Problem description>
The records should be restated exactly from their first line through the line with "I need the junctions" in it.

Stored items>
┌──
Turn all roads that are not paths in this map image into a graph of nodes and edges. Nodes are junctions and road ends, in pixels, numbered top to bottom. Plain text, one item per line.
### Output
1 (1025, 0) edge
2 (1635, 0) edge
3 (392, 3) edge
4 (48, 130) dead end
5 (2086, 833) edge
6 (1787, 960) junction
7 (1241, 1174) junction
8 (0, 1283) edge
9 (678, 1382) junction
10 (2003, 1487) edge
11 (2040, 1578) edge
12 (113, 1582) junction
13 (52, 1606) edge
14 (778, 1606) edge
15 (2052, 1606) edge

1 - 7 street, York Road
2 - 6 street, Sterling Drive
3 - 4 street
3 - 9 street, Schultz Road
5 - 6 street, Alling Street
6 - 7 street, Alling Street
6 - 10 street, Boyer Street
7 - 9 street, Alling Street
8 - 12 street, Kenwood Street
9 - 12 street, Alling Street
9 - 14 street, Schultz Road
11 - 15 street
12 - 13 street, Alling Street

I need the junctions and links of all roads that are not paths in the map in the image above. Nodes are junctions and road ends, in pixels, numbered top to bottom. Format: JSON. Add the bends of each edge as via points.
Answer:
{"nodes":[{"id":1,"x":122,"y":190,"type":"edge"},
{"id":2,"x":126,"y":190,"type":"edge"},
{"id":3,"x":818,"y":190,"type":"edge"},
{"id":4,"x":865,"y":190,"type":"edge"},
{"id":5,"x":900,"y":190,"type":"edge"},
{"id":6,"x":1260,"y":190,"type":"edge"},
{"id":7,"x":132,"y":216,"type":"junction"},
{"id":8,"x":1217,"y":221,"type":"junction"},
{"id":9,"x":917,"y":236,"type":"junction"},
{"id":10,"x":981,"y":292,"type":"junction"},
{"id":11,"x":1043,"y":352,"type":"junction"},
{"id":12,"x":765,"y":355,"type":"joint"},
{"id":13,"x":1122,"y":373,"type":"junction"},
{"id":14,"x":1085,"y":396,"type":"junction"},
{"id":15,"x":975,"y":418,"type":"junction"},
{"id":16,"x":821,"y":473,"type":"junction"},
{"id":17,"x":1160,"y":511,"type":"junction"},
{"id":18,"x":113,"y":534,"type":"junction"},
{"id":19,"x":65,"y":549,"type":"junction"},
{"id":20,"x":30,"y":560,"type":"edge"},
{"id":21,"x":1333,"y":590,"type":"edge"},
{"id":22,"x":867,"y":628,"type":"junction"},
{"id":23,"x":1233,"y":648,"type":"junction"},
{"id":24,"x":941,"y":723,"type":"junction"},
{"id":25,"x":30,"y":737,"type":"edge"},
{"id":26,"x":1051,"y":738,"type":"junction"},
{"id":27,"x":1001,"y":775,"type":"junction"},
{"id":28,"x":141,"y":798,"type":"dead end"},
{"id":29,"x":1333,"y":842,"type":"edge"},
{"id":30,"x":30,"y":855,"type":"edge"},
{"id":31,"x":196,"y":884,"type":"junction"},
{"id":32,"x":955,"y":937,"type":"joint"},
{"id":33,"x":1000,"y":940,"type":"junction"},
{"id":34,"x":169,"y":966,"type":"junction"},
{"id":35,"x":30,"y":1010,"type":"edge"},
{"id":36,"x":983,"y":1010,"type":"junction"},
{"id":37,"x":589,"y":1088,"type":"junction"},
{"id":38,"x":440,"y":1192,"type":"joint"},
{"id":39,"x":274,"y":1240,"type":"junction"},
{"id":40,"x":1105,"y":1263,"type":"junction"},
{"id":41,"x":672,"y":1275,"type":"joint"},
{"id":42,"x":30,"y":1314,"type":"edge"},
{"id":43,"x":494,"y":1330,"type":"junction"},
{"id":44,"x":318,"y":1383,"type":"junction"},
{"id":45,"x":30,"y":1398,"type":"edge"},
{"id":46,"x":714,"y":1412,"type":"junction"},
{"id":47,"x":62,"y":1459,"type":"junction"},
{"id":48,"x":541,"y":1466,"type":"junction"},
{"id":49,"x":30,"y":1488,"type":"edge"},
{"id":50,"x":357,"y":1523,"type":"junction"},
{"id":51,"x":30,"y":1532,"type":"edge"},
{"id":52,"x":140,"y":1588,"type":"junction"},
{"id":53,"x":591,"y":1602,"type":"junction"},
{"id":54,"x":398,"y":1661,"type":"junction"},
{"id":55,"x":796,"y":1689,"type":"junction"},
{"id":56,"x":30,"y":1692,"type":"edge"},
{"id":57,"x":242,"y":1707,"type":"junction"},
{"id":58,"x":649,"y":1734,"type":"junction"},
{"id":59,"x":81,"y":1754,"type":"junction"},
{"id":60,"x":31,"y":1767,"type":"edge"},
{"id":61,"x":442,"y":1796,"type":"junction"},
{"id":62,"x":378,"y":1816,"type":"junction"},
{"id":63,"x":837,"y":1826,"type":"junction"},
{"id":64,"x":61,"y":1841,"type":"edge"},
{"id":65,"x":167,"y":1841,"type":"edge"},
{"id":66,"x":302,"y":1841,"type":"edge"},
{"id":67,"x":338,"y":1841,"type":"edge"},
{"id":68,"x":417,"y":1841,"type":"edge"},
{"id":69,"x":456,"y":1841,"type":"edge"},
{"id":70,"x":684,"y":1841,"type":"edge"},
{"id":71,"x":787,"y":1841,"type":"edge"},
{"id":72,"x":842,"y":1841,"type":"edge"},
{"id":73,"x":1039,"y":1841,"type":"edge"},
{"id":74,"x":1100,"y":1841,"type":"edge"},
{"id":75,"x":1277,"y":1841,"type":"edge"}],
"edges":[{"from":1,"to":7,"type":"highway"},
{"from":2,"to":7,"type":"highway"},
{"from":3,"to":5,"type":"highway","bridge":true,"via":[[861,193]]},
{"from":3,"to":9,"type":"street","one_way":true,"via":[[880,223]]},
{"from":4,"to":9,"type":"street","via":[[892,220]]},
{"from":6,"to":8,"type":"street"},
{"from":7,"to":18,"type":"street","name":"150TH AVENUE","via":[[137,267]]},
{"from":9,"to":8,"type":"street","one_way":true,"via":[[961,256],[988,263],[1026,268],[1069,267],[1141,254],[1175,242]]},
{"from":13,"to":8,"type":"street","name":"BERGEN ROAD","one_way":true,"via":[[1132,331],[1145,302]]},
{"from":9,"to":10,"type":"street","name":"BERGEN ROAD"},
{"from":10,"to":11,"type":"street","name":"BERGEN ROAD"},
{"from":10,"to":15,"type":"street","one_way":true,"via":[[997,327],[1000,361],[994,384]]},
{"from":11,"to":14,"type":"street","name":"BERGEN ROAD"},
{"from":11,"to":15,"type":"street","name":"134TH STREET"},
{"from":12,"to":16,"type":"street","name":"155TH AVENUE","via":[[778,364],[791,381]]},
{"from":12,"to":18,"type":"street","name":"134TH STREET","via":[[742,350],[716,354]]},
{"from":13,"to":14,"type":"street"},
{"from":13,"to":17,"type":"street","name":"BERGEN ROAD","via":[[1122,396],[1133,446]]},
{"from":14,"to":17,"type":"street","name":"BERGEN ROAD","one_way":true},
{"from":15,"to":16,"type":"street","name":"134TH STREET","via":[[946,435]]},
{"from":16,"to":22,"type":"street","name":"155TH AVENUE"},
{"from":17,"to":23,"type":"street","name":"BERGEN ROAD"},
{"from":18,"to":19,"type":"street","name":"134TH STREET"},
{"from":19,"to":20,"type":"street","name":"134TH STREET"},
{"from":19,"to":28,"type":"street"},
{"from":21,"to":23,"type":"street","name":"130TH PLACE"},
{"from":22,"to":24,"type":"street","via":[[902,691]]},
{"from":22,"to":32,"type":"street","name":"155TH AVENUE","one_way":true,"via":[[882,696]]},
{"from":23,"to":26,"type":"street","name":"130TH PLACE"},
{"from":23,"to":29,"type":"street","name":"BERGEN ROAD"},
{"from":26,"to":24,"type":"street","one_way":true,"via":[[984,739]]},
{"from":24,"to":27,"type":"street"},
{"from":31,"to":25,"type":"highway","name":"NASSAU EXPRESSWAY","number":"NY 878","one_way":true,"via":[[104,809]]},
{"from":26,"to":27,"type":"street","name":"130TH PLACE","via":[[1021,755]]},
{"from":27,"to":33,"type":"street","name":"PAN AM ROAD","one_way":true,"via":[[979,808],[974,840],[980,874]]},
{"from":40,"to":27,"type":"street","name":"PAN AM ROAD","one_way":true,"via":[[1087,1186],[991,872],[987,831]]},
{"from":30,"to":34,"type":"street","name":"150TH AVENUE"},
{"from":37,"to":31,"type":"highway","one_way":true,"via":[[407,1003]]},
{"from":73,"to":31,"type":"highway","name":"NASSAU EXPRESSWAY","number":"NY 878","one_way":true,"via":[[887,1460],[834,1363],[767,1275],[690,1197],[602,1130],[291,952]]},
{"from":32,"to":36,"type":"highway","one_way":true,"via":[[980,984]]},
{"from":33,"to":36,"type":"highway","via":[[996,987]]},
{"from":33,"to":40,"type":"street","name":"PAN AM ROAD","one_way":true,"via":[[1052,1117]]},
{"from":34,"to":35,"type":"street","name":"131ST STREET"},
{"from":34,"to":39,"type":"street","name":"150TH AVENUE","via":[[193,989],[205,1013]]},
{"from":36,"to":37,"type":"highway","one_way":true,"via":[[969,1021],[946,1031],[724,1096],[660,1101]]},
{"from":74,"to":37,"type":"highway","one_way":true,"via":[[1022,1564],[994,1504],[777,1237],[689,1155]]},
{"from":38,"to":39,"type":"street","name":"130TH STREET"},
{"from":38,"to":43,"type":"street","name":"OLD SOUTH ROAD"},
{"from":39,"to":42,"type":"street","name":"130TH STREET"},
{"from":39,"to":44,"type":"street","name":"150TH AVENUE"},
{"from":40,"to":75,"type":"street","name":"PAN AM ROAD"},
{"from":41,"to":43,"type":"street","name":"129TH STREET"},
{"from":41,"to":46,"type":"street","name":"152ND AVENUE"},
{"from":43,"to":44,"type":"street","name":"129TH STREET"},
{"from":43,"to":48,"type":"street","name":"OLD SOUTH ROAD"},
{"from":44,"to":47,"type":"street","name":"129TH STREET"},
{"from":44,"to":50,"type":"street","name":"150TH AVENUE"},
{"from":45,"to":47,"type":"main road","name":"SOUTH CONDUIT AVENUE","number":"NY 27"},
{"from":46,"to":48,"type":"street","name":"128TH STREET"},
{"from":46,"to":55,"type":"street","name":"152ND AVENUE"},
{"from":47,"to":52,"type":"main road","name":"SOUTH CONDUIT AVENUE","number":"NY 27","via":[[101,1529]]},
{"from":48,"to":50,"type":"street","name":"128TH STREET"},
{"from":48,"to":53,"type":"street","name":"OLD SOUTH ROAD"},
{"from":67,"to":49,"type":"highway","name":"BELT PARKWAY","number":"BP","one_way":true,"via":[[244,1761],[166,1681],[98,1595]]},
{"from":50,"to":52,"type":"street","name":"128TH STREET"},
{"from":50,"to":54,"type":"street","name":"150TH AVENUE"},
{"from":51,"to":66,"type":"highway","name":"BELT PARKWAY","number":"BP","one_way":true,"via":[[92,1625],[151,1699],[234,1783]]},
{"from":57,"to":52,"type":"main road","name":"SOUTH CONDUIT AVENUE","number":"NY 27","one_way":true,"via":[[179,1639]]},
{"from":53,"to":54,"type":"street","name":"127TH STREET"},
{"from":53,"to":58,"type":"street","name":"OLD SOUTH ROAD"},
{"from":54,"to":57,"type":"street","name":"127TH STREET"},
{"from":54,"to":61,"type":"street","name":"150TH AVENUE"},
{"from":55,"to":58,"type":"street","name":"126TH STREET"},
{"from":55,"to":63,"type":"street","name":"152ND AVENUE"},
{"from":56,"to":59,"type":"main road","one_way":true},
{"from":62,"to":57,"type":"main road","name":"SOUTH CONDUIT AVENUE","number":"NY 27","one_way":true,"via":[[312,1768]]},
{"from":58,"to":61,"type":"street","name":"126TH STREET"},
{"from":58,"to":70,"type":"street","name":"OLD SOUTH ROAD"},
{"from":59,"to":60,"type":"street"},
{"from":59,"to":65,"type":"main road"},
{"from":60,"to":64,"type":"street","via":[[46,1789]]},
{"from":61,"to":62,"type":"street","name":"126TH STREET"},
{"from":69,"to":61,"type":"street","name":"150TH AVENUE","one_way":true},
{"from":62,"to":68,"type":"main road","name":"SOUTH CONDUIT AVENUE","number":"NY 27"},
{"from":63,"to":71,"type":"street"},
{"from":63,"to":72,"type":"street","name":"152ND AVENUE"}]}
└──
Your response>
Turn all roads that are not paths in this map image into a graph of nodes and edges. Nodes are junctions and road ends, in pixels, numbered top to bottom. Plain text, one item per line.
### Output
1 (1025, 0) edge
2 (1635, 0) edge
3 (392, 3) edge
4 (48, 130) dead end
5 (2086, 833) edge
6 (1787, 960) junction
7 (1241, 1174) junction
8 (0, 1283) edge
9 (678, 1382) junction
10 (2003, 1487) edge
11 (2040, 1578) edge
12 (113, 1582) junction
13 (52, 1606) edge
14 (778, 1606) edge
15 (2052, 1606) edge

1 - 7 street, York Road
2 - 6 street, Sterling Drive
3 - 4 street
3 - 9 street, Schultz Road
5 - 6 street, Alling Street
6 - 7 street, Alling Street
6 - 10 street, Boyer Street
7 - 9 street, Alling Street
8 - 12 street, Kenwood Street
9 - 12 street, Alling Street
9 - 14 street, Schultz Road
11 - 15 street
12 - 13 street, Alling Street

I need the junctions and links of all roads that are not paths in the map in the image above. Nodes are junctions and road ends, in pixels, numbered top to bottom. Format: JSON. Add the bends of each edge as via points.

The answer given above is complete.